A defective software update caused what some experts are calling the largest IT outage in history on Friday, July 19. The impact reverberated through multiple industries around the world. Thousands of flights were canceled. TV stations went offline. Some 911 systems were down. Hospital operations were disrupted. Bank accounts were inaccessible. Many businesses and government services were unable to function.

The problem started with a bug in an automatic update for CrowdStrike's Falcon sensor — which is used to block online cyberattacks — and quickly escalated globally, causing Microsoft Windows systems to crash. CrowdStrike confirmed that the cause was a defect in a single content update for Windows hosts, not a security incident or cyberattack.


The Automation Challenge

"As companies transition to products with fully automated updates, they gain touchless update and patch remediation. However, automation is useless if it's supplied with bad content or configuration," said Kent Feid, Senior Director of Product Management at Quest.

"This event demonstrates that even the best companies can push out patches that cripple environments and, at times, entire essential service industries, and highlights the need for a balance between control and automation when it comes to software releases. While automation is necessary, it is the balanced approach that provides the best control and minimizes risk."

The issue also shines a spotlight on quality assurance. "A simple defect found in a single content update for Windows hosts was enough to cause havoc globally.

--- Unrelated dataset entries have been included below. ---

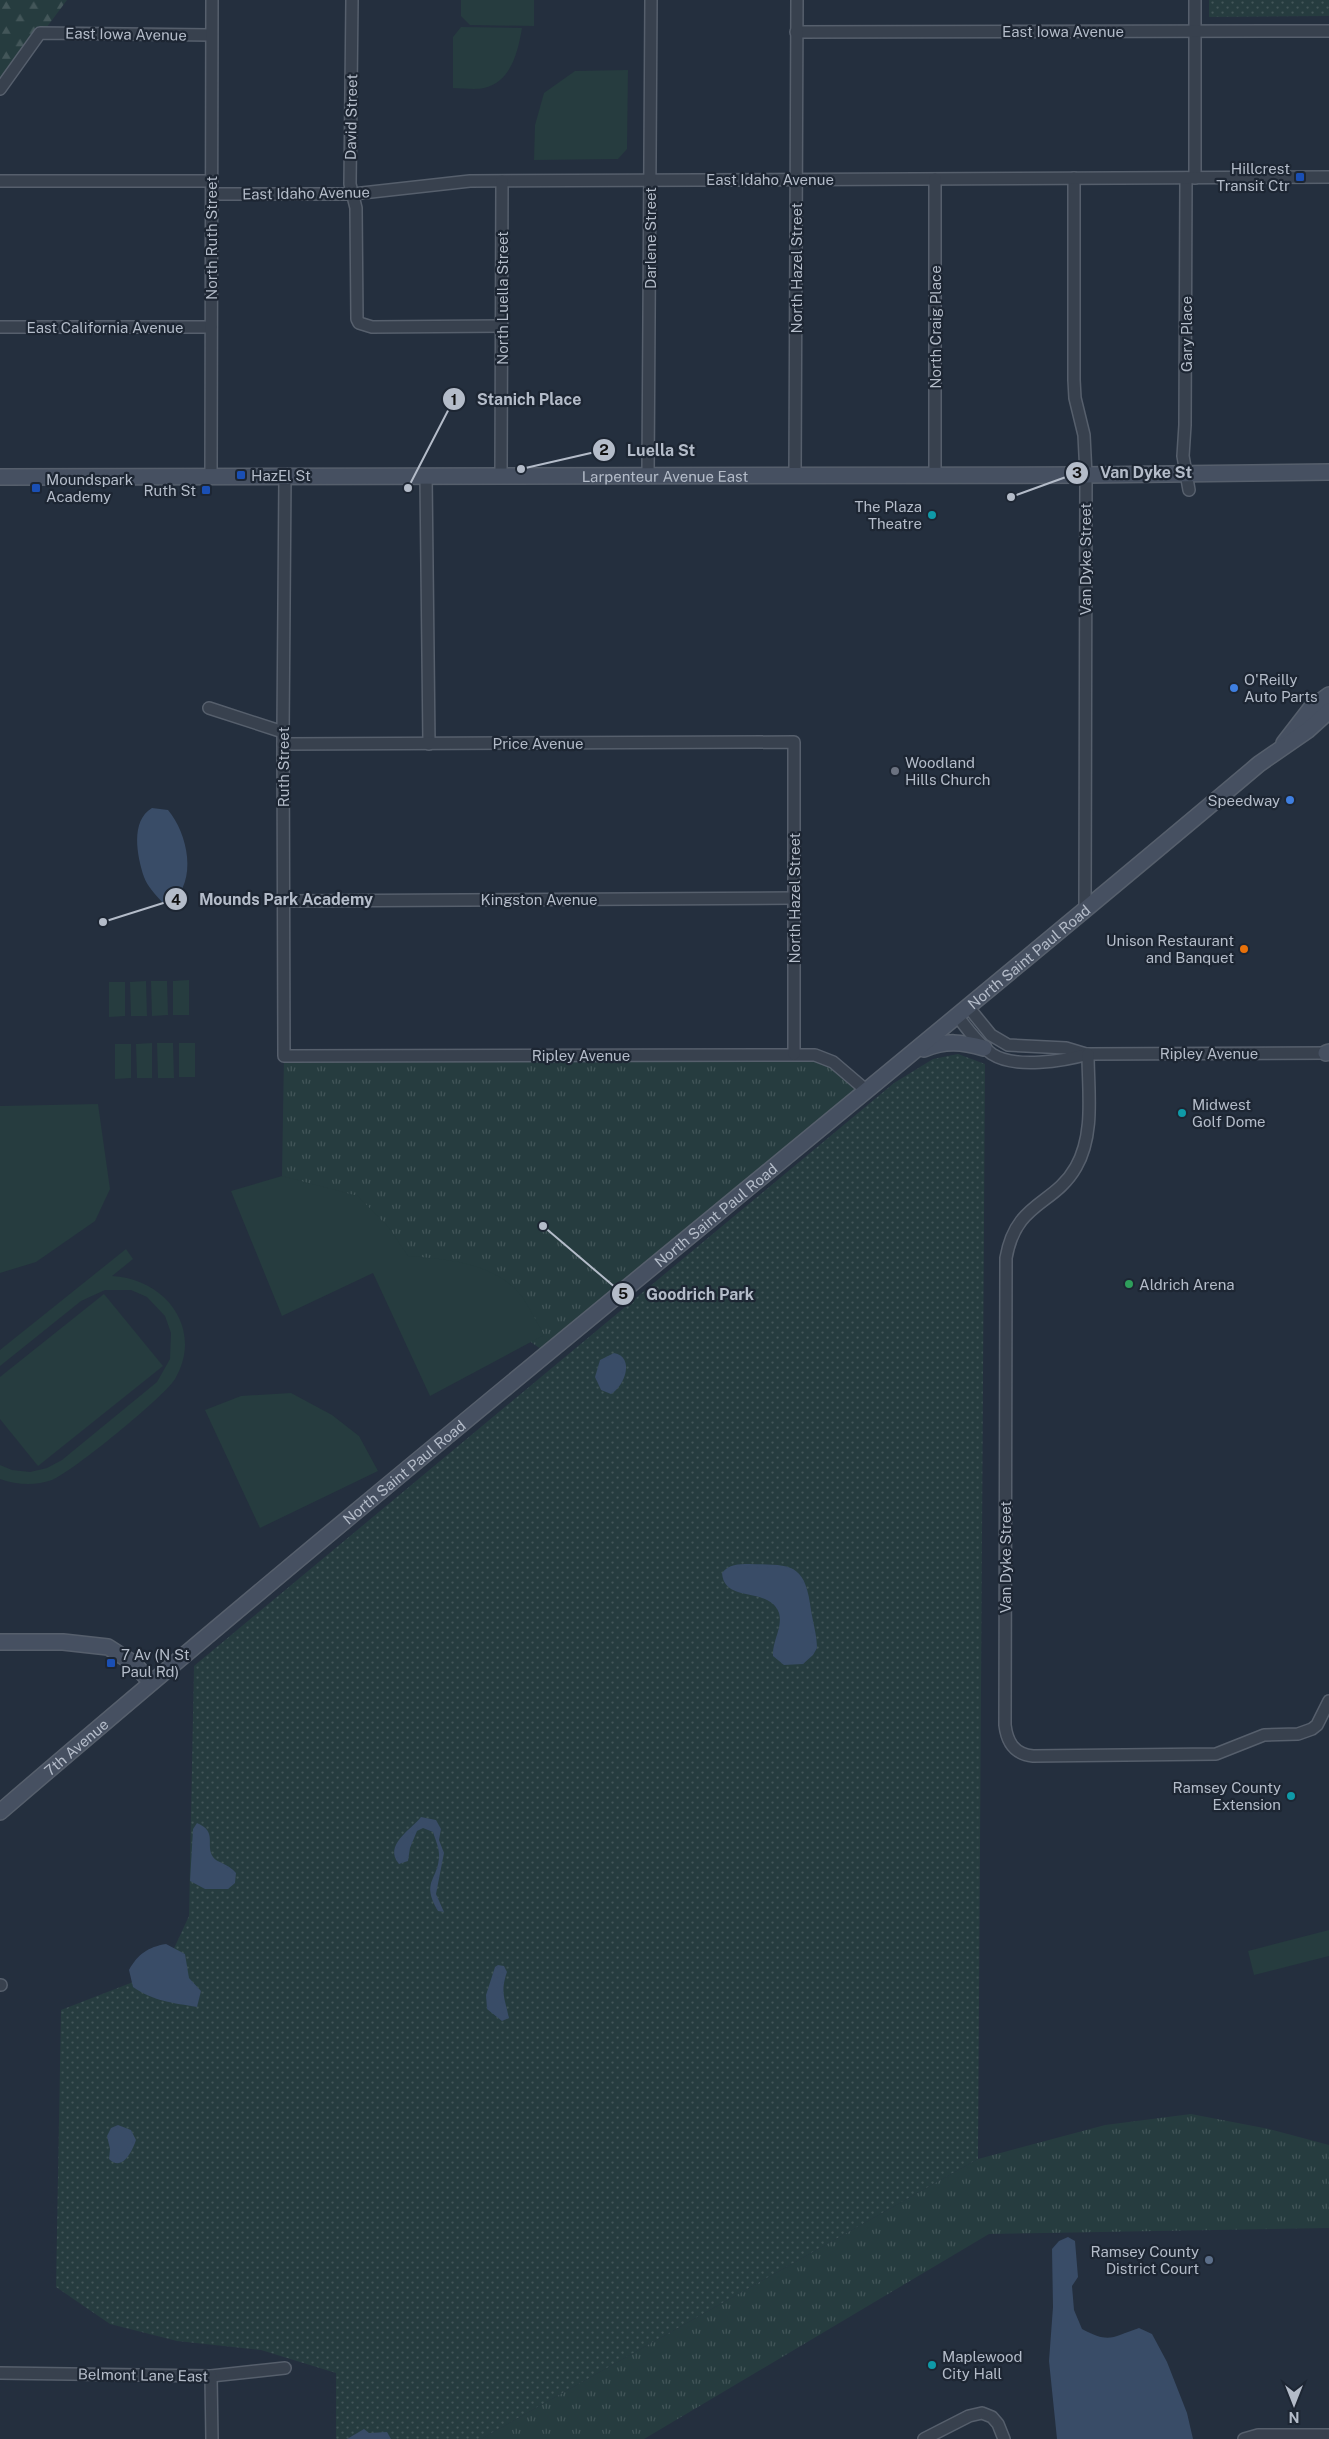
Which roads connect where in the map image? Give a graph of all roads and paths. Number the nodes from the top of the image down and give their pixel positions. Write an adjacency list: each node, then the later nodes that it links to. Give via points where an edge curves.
1 (212, 0): 9 (street, North Ruth Street)
2 (352, 0): 21 (street, David Street, via 350,184)
3 (651, 0): 14 (street, Darlene Street)
4 (796, 0): 8 (street, North Hazel Street)
5 (1195, 0): 6 (street, Gary Place)
6 (1195, 31): 7 (street, East Iowa Avenue); 8 (street, East Iowa Avenue); 13 (street, Gary Place)
7 (1329, 31)
8 (796, 32): 16 (street, North Hazel Street)
9 (211, 35): 10 (street, East Iowa Avenue, via 40,33); 18 (street, North Ruth Street)
10 (0, 89)
11 (1329, 177): 13 (street, East Idaho Avenue)
12 (1074, 178): 13 (street, East Idaho Avenue); 15 (street, East Idaho Avenue); 27 (street, Van Dyke Street, via 1074,380 1084,435)
13 (1191, 178): 26 (street, Gary Place, via 1183,456)
14 (650, 179): 16 (street, East Idaho Avenue); 19 (street, East Idaho Avenue); 33 (street, Darlene Street)
15 (935, 179): 16 (street, East Idaho Avenue); 29 (street, North Craig Place)
16 (796, 180): 28 (street, North Hazel Street)
17 (0, 181): 18 (street)
18 (212, 181): 20 (street, North Ruth Street)
19 (502, 181): 21 (street, East Idaho Avenue, via 470,181); 23 (street, North Luella Street)
20 (212, 194): 21 (street, East Idaho Avenue); 24 (street, North Ruth Street)
21 (353, 194): 23 (street, David Street, via 359,323 372,327)
22 (0, 326): 24 (street, East California Avenue)
23 (502, 326): 32 (street, North Luella Street)
24 (211, 327): 30 (street, North Ruth Street)
25 (1329, 472): 26 (street, Larpenteur Avenue East)
26 (1186, 473): 27 (street, Larpenteur Avenue East); 36 (street, Gary Place)
27 (1086, 474): 29 (street, Larpenteur Avenue East); 45 (street, Van Dyke Street)
28 (795, 475): 29 (street, Larpenteur Avenue East); 33 (street, Larpenteur Avenue East)
29 (935, 475)
30 (211, 476): 34 (street, Larpenteur Avenue East); 35 (street, Larpenteur Avenue East)
31 (426, 476): 32 (street, Larpenteur Avenue East); 35 (street, Larpenteur Avenue East); 42 (street)
32 (501, 476): 33 (street, Larpenteur Avenue East)
33 (648, 476)
34 (0, 477)
35 (285, 477): 39 (street, Ruth Street)
36 (1189, 490)
37 (1326, 700): 45 (street, North Saint Paul Road, via 1298,723 1281,748)
38 (210, 708): 39 (street)
39 (282, 732): 41 (street, Ruth Street)
40 (794, 742): 42 (street, Price Avenue); 43 (street, North Hazel Street)
41 (283, 744): 42 (street, Price Avenue); 44 (street, Ruth Street)
42 (429, 744)
43 (794, 898): 44 (street, Kingston Avenue); 49 (street, North Hazel Street)
44 (283, 901): 52 (street, Ruth Street)
45 (1085, 911): 46 (street, North Saint Paul Road)
46 (963, 1013): 47 (street, Ripley Avenue); 50 (street, North Saint Paul Road); 51 (street, Ripley Avenue, via 1008,1045 1066,1048)
47 (984, 1048): 50 (street, via 961,1042 940,1043); 51 (street, Ripley Avenue, via 997,1057 1019,1061 1066,1060)
48 (1328, 1053): 51 (street, Ripley Avenue)
49 (794, 1054): 52 (street, Ripley Avenue); 53 (street, Ripley Avenue, via 815,1055 833,1062)
50 (913, 1054): 53 (street, North Saint Paul Road)
51 (1088, 1054): 56 (street, Van Dyke Street, via 1087,1127 1083,1152 1059,1188 1035,1204 1020,1221 1006,1258 1005,1725 1008,1740 1019,1752 1033,1756 1208,1755 1264,1735 1290,1735 1312,1730)
52 (284, 1056)
53 (867, 1091): 55 (street, North Saint Paul Road)
54 (0, 1642): 55 (street, via 63,1642 108,1647 133,1663)
55 (151, 1682): 57 (street, 7th Avenue)
56 (1329, 1701)
57 (0, 1812)
58 (285, 2368): 60 (street, Belmont Lane East)
59 (0, 2373): 60 (street, Belmont Lane East)
60 (211, 2376): 62 (street)
61 (1329, 2435): 65 (street, via 1258,2435)
62 (212, 2439)
63 (924, 2439): 64 (street, via 982,2413 998,2424)
64 (1004, 2439)
65 (1244, 2439)

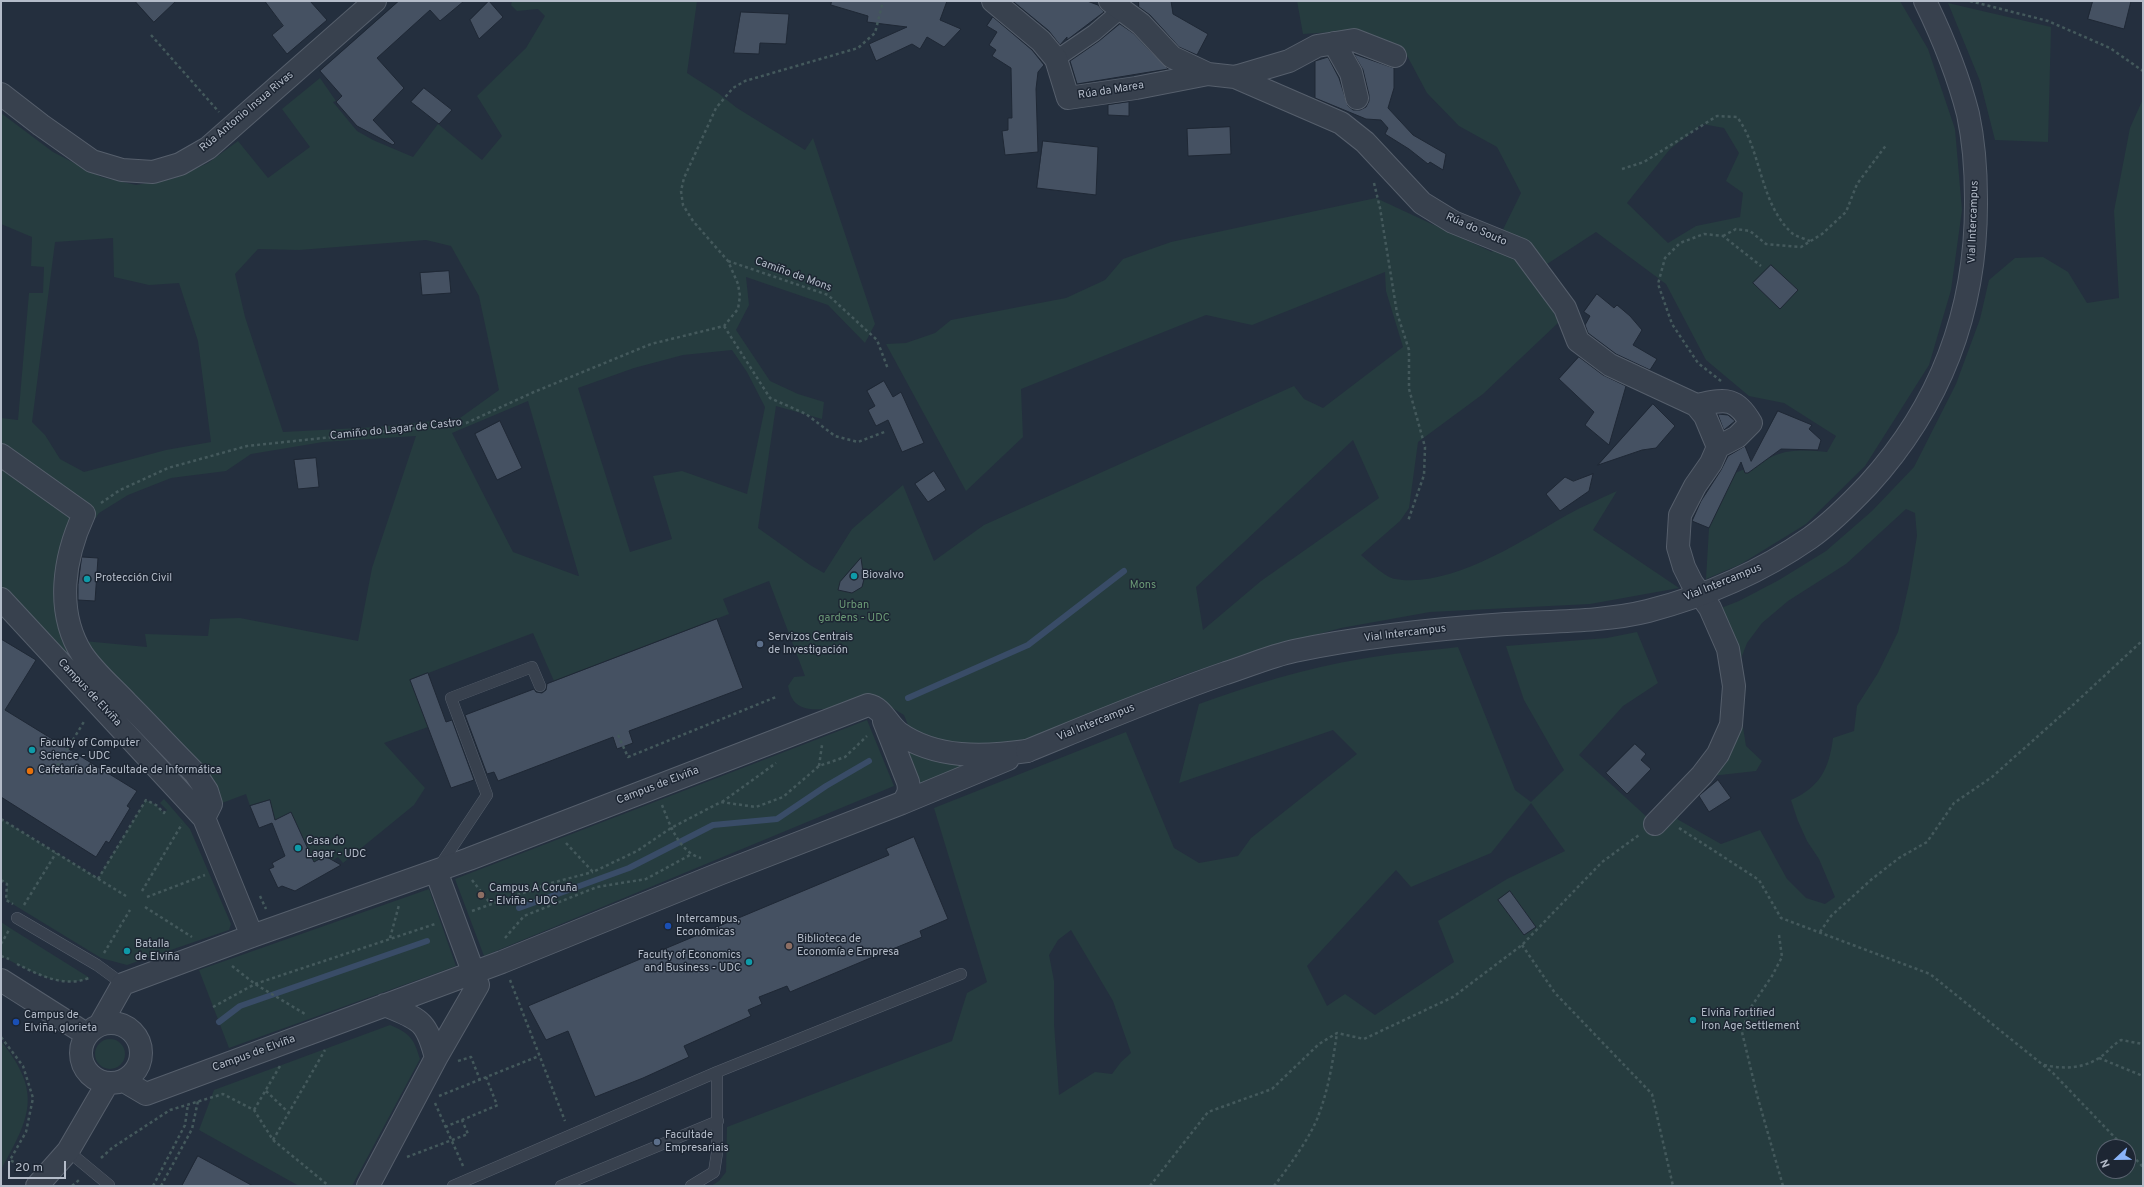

The lesson to be learned is to integrate quality assurance into the software development lifecycle and to assure business outcomes not just technology," said Tom Reuner, Executive Research Leader, HFS Research.

Managing and Controlling Change

This massive outage shows how relying on outside services can cause major problems — something Catchpoint has been warning companies about for a long time.

At any moment, even the smallest oversight or piece of unpreparedness can bring systems — and consequently businesses — down

"The scale of today's global IT outage is unparalleled in recent history. It serves as a stark reminder that our entire world is powered by digital experiences and that the internet is neither magically infallible nor inherently resilient. This is a reminder you need to manage and control change: Don't blindly update software or change configuration," Mehdi Daoudi, CEO of Catchpoint, said on Friday. "At any moment, even the smallest oversight or piece of unpreparedness can bring systems — and consequently businesses — down."

Image removed.

Daoudi continued, "Preparation and visibility are key, not just to prevent such outages but to mitigate the vast financial risks they pose. The fallout from today's event will likely be measured not just in the disruption of services but in exponential financial losses worldwide, potentially amounting to millions or even billions in lost revenue. It highlights a critical vulnerability: our increasing dependency on digital infrastructure can translate into staggering costs when that infrastructure fails."

Real-Time Observability

"The massive Microsoft outage, caused by a faulty CrowdStrike update, underscores the new reality companies face: globally distributed software platforms that drive business today are a complex web of interdependencies, not all of which are under any one actor's control," explained Antony Falco, VP at Hydrolix.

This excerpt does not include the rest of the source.